+++ DATA RECORDS

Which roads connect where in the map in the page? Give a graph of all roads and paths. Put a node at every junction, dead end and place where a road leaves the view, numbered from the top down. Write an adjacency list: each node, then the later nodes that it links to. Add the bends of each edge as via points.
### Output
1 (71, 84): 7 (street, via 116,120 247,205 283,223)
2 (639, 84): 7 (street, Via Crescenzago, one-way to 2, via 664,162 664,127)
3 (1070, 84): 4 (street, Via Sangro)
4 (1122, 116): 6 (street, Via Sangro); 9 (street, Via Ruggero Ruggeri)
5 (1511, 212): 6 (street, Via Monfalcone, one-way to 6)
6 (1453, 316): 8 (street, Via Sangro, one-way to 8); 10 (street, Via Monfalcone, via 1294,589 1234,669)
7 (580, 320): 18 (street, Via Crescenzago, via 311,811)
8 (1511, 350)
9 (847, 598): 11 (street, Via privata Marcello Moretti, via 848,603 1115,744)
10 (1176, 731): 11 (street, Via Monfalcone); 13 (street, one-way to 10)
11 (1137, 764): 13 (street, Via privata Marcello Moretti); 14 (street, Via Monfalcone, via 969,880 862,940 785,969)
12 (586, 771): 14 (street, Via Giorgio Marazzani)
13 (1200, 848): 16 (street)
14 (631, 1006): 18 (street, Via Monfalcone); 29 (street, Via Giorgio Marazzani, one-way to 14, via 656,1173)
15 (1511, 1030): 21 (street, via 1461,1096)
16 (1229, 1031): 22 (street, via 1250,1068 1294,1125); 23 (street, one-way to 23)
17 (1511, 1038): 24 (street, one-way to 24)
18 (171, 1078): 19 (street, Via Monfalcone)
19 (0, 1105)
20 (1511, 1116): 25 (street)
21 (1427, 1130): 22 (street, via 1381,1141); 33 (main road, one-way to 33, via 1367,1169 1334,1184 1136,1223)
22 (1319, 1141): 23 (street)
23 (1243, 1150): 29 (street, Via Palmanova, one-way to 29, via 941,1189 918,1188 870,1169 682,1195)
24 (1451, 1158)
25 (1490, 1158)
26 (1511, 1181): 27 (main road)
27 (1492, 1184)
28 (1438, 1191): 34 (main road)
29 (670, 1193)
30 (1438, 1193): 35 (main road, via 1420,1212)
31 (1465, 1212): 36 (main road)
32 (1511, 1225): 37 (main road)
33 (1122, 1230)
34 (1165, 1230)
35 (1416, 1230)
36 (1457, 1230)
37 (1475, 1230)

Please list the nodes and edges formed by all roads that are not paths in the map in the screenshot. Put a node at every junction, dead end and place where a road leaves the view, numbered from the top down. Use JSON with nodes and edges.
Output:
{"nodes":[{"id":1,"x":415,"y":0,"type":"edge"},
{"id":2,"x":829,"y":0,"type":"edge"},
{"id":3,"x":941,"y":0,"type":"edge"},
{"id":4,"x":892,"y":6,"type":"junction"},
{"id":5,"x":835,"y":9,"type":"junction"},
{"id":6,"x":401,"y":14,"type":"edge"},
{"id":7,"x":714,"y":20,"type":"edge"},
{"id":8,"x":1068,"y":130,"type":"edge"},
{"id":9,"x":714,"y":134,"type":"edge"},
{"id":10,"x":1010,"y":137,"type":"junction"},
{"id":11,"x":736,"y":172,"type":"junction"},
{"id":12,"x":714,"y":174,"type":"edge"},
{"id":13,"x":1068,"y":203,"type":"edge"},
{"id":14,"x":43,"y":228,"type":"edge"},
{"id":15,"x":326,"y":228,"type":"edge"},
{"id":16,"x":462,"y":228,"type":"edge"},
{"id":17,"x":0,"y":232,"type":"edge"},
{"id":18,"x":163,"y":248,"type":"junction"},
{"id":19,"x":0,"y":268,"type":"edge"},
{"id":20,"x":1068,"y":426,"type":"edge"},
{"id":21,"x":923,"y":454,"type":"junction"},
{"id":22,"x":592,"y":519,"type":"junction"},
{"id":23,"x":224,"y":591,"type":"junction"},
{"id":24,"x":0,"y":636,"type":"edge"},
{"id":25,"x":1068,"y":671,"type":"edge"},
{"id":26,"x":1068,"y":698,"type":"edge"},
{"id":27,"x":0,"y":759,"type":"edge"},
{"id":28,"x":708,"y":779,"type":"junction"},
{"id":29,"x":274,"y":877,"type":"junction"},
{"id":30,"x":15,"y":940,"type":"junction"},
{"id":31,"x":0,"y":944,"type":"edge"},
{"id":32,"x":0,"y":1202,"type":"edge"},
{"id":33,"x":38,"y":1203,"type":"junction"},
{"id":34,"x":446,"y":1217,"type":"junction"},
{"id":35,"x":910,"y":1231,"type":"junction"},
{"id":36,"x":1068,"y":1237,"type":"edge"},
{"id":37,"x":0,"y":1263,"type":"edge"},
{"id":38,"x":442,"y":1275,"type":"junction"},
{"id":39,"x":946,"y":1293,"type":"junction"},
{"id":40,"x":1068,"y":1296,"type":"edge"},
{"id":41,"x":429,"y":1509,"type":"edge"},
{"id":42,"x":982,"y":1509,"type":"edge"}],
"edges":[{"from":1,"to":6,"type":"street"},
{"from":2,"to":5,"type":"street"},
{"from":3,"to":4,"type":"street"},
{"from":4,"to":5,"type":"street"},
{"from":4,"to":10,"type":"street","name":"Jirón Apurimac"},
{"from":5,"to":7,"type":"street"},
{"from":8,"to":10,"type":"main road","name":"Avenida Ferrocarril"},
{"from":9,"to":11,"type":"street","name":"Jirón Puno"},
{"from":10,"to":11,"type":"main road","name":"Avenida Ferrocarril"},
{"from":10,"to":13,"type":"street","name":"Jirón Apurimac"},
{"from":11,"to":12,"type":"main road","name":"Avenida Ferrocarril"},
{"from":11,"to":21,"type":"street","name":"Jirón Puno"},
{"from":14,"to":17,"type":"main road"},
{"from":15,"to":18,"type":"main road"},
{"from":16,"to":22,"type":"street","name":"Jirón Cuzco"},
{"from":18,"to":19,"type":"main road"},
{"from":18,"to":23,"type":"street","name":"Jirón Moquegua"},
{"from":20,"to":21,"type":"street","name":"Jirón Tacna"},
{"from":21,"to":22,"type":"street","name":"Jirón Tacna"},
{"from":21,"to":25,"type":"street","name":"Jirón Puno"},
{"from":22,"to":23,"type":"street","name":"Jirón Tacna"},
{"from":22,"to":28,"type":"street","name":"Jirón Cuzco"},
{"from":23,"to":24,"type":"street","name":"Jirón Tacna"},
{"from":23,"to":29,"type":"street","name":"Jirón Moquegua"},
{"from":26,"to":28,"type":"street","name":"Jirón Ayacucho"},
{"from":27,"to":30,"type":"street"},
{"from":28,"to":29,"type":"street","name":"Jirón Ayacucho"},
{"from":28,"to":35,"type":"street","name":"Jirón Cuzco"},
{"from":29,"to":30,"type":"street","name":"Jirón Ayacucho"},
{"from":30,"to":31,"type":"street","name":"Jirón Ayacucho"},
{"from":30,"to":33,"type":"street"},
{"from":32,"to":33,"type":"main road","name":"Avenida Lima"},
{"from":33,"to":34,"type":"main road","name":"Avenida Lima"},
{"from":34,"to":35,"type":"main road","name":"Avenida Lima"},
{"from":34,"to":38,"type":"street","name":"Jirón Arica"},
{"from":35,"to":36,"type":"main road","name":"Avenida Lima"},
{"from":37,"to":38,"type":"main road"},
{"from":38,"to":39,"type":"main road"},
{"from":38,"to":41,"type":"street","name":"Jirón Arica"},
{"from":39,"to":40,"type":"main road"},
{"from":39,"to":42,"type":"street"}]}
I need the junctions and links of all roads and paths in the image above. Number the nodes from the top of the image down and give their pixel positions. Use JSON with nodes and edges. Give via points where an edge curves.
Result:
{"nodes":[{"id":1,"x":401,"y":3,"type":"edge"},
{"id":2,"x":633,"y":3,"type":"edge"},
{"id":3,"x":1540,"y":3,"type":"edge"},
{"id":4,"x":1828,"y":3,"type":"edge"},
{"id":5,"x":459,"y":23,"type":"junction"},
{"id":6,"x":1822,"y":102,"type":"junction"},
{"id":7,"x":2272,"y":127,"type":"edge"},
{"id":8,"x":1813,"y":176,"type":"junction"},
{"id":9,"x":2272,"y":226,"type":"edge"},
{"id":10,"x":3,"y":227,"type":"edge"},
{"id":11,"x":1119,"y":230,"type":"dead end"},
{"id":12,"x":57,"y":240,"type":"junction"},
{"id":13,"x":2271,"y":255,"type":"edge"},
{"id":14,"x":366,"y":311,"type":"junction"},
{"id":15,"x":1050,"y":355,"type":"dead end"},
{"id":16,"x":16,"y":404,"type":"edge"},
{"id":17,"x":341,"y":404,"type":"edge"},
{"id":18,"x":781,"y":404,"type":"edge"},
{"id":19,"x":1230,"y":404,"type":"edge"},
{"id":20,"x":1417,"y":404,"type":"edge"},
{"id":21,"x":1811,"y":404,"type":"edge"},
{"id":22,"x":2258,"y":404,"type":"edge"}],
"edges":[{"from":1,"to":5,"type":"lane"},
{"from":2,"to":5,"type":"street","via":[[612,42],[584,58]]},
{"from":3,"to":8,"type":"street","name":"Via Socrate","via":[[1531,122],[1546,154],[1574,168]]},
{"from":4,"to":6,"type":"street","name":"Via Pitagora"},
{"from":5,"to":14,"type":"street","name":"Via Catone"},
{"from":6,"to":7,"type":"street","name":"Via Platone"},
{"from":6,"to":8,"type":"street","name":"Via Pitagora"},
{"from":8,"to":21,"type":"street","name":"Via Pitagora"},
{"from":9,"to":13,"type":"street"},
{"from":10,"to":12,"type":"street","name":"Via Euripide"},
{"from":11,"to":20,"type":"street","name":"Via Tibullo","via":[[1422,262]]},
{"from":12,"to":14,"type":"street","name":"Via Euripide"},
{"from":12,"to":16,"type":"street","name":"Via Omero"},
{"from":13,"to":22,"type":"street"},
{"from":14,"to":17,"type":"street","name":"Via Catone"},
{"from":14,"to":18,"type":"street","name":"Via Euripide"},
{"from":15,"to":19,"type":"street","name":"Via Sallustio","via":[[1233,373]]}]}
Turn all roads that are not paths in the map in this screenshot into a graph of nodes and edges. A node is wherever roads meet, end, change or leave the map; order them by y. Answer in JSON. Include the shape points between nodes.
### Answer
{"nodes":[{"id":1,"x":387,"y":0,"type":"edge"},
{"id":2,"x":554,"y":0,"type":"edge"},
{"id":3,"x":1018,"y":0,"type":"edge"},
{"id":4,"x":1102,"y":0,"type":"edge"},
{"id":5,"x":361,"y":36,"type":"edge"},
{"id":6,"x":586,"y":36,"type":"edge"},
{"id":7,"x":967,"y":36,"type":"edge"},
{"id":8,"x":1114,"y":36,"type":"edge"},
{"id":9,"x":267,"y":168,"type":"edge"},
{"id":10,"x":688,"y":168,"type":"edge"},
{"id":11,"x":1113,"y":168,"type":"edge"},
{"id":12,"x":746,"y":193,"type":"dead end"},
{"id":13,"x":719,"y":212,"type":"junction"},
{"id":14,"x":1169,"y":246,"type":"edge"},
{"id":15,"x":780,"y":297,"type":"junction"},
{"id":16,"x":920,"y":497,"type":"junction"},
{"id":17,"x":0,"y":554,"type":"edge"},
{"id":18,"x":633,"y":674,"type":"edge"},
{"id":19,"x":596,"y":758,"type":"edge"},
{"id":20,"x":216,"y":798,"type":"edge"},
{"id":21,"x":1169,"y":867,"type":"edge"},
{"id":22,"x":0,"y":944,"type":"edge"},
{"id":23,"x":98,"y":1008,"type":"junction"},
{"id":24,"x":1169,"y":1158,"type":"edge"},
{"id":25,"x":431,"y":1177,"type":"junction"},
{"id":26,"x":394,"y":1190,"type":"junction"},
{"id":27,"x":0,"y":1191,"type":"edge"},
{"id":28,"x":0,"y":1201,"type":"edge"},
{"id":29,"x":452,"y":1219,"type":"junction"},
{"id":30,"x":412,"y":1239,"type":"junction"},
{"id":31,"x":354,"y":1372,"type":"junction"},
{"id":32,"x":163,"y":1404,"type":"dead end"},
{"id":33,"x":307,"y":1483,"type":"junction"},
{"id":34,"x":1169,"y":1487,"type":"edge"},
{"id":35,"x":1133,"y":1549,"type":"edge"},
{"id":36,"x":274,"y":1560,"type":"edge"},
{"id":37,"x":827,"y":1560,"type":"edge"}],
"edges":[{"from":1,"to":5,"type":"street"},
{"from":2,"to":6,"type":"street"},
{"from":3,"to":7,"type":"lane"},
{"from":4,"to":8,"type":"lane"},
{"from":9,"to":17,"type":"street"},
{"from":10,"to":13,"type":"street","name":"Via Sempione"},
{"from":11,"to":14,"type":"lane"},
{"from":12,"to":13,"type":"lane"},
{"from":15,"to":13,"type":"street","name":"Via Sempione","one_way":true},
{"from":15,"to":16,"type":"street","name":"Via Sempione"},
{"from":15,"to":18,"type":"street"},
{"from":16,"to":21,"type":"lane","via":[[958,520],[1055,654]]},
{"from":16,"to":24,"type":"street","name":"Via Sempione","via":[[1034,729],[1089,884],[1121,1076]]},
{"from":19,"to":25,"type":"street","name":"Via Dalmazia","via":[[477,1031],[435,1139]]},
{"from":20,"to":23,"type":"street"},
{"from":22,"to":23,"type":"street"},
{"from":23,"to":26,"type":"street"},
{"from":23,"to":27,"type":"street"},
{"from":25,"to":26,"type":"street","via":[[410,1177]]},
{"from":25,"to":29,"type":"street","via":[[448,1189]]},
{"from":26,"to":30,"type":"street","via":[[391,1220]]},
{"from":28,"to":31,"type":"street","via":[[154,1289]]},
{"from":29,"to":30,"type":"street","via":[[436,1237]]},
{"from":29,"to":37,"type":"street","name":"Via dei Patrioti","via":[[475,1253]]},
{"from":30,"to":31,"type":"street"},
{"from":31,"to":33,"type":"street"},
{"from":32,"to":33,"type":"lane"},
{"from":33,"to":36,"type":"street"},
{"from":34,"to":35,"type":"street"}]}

++++++

● **DIRECTIONS**: For the word "Puno", return every line of the records that holds it.

● **SOLUTION TO THIS PROBLEM**:
{"from":9,"to":11,"type":"street","name":"Jirón Puno"},
{"from":11,"to":21,"type":"street","name":"Jirón Puno"},
{"from":21,"to":25,"type":"street","name":"Jirón Puno"},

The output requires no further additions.